Fields inherited from interface com.qizx.api.XMLPullStream
COMMENT, DOCUMENT_END, DOCUMENT_START, ELEMENT_END, ELEMENT_START, END, PROCESSING_INSTRUCTION, START, TEXT
 
Constructor Summary
FullTextHighlighter(Expression query)
          Creates a FullTextHighlighter from a compiled XQuery Expression.
FullTextHighlighter(com.qizx.queries.FullText.Selection query, FullTextFactory fulltextFactory)
          For internal use.
FullTextHighlighter(String[] words, FullTextFactory fulltextFactory, String language)
          Creates a FullTextHighlighter from a list of words.

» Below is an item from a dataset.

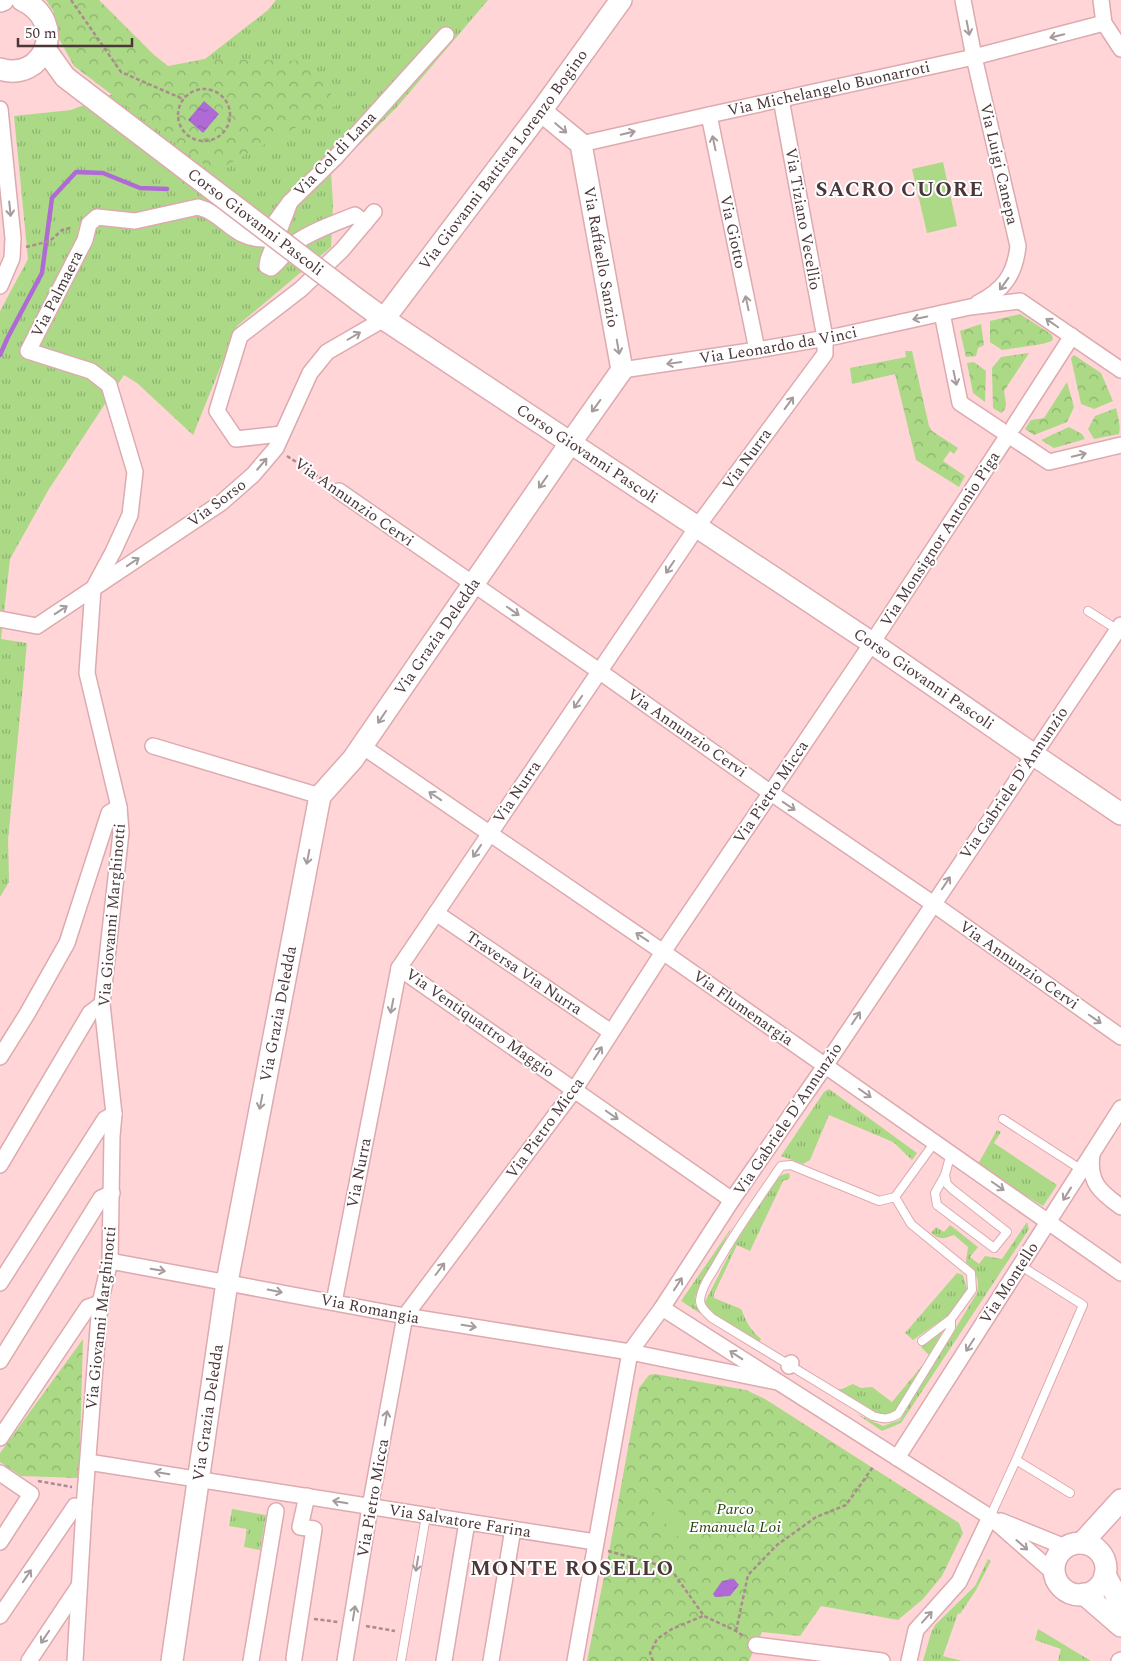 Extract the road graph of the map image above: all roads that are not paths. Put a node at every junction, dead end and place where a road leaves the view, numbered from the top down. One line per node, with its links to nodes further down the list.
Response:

FullTextHighlighter(String simpleSyntaxQuery, FullTextFactory fulltextFactory, String language)
          Creates a FullTextHighlighter from a query string using the simple full-text syntax.
 
Method Summary
 String extractFirstWords(String text, int count)
          Internal use.
 String extractLastWords(String text, int count)
          Internal use.
 Node getCurrentNode()
          Returns the current node, if the implementation of this object is able to.
 QName getName()
          Returns the name of the current element node, or if the node is not an element, returns the name of the parent element.
 int getQueryTermCount()
          Returns the number of terms in the query.
 String[] getQueryTerms()
          Returns the terms of the query as a String array.
 String getTarget()
          Returns the target name for a PROCESSING_INSTRUCTION.
 int getTermPosition()
          On a FT_TERM event, returns the rank of the term (word, wildcard) in the full-text query.
 String getText()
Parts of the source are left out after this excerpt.